La tragedia si consumò in pochi minuti e fu ignorata per decenni. Eppure si sapeva come erano andate le cose. Ci sono le testimonianze dei sopravvissuti, come quella del sergente di artiglieria Giuseppe Guarisco, che nel ’46 redasse un resoconto del naufragio: “Dopo l’urto della nave contro lo scoglio venni gettato per terra e quando potei rialzarmi un’ondata fortissima mi spinse in un localetto situato a prua, sullo stesso piano della coperta, la cui porta si chiuse. In detto locale c’era ancora la luce accesa e vidi che vi erano altri sei militari. Dopo poco la luce si spense e l’acqua iniziò a entrare con maggior violenza. Salimmo in una specie di armadio per restare all’asciutto […]. Passammo la notte pregando, col terrore che tutto si inabissasse in fondo al mare”.

E a casa di Verganti? I familiari, disperati, senza notizie, si sentivano impotenti. La sorella Valentina inviò numerose lettere alle autorità, nella speranza di ritrovarlo. Scrisse anche a Guarisco: “Sia tanto buono, mi apra il cuore, mi dica con sincerità, l’ha visto? Da due anni siamo privi di sue notizie, in più posti ci siamo informati, ma nulla. Ma se proprio il destino fosse stato tanto crudele verso il mio caro fratello, reciterò il fiat voluntas tua e per lui pregherò. La prego, sia sincero, mi dica tutta la verità, [lei] parla a una sorella che con rassegnazione cristiana saprà affrontare tanto dolore”. Purtroppo Guarisco non fu in grado di dare informazioni in quanto, in quella confusione, non ricordava di averlo incontrato.
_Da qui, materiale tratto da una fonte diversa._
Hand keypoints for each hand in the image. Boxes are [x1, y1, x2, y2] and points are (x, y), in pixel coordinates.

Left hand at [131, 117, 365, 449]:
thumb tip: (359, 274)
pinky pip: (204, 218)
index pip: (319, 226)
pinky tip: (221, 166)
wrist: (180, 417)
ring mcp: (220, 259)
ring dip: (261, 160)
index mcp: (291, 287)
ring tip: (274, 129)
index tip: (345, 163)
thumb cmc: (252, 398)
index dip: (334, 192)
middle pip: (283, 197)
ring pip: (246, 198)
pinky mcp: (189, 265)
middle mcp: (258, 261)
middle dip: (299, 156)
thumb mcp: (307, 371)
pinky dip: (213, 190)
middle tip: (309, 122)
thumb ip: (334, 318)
Con gli occhi sull’ultima lettera di Franco, scritta un mese prima dell’imbarco, i familiari nutrirono per anni la speranza che fosse riuscito a fuggire: “Cari vecchietti, la mia salute è ottima e la vita è più che buona, sono addetto al vettovagliamento, perciò voglio sperare che non abbiate preoccupazioni. Mi raccomando, cara mammetta e caro paparino, di essere tranquilli e pensare a star bene voi, che se vi penso allegri io mi sento rinascere”. Alla fidanzata: “Carissima Antonia mi sei sempre presente e ti voglio tanto bene. Un grosso bacione e un abbraccio. Tuo per sempre. Franco”.
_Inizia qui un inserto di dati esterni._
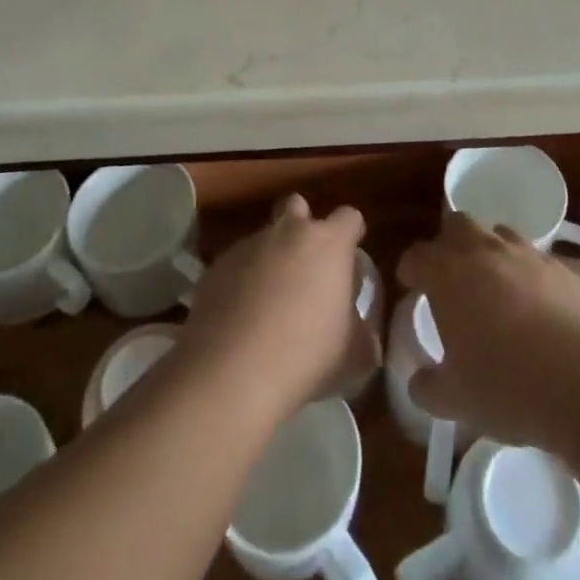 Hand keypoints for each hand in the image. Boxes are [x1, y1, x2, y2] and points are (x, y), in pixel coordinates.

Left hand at [180, 196, 372, 420]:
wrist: (231, 373)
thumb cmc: (306, 355)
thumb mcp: (353, 355)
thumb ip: (363, 337)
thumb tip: (364, 338)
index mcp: (328, 243)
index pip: (349, 217)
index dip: (352, 234)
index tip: (350, 258)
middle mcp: (287, 232)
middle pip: (298, 206)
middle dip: (303, 226)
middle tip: (306, 266)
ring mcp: (247, 246)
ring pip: (264, 238)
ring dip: (270, 258)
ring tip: (269, 302)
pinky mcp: (215, 267)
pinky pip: (235, 265)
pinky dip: (241, 282)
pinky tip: (240, 318)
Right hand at [398, 211, 579, 456]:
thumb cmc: (511, 388)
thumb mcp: (458, 402)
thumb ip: (429, 387)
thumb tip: (420, 381)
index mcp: (448, 274)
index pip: (417, 256)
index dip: (410, 270)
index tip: (410, 286)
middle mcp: (484, 251)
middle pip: (457, 225)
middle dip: (449, 245)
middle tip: (450, 279)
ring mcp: (526, 253)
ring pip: (498, 234)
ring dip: (489, 253)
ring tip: (493, 289)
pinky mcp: (563, 266)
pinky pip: (534, 258)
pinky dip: (526, 273)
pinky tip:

Nel ’97 Cinisello ricordò i militari dispersi con un bassorilievo collocato nell’atrio del Comune, dove figura anche il nome di Verganti. Ma per la famiglia il ricordo più caro di Franco rimane, oltre alle sue numerose foto e lettere, uno scatto fotografico che prima di partire volle fare a tutti i suoi familiari riuniti. I Verganti, che erano i gestori del Caffé di Baüscia che si trovava in via Milano (oggi via della Libertà), si riunirono proprio di fronte al Caffé, all’angolo con piazza Turati, dove al tempo c’era la fermata del tram. Tra gli altri, sono immortalati la madre, la signora con i capelli bianchi a destra, dietro di lei la sorella Valentina e accanto la fidanzata Antonia. Una copia della foto rimase ai familiari e una la portò con sé per averli accanto durante la sua permanenza nei teatri di guerra. Quell’immagine, a lui molto cara, che probabilmente conservava gelosamente in tasca, finì con Franco in fondo al mare della Grecia.

Per approfondimenti: https://piroscafooria.it/

https://www.comune.cinisello-balsamo.mi.it/pietre/spip.php?article83.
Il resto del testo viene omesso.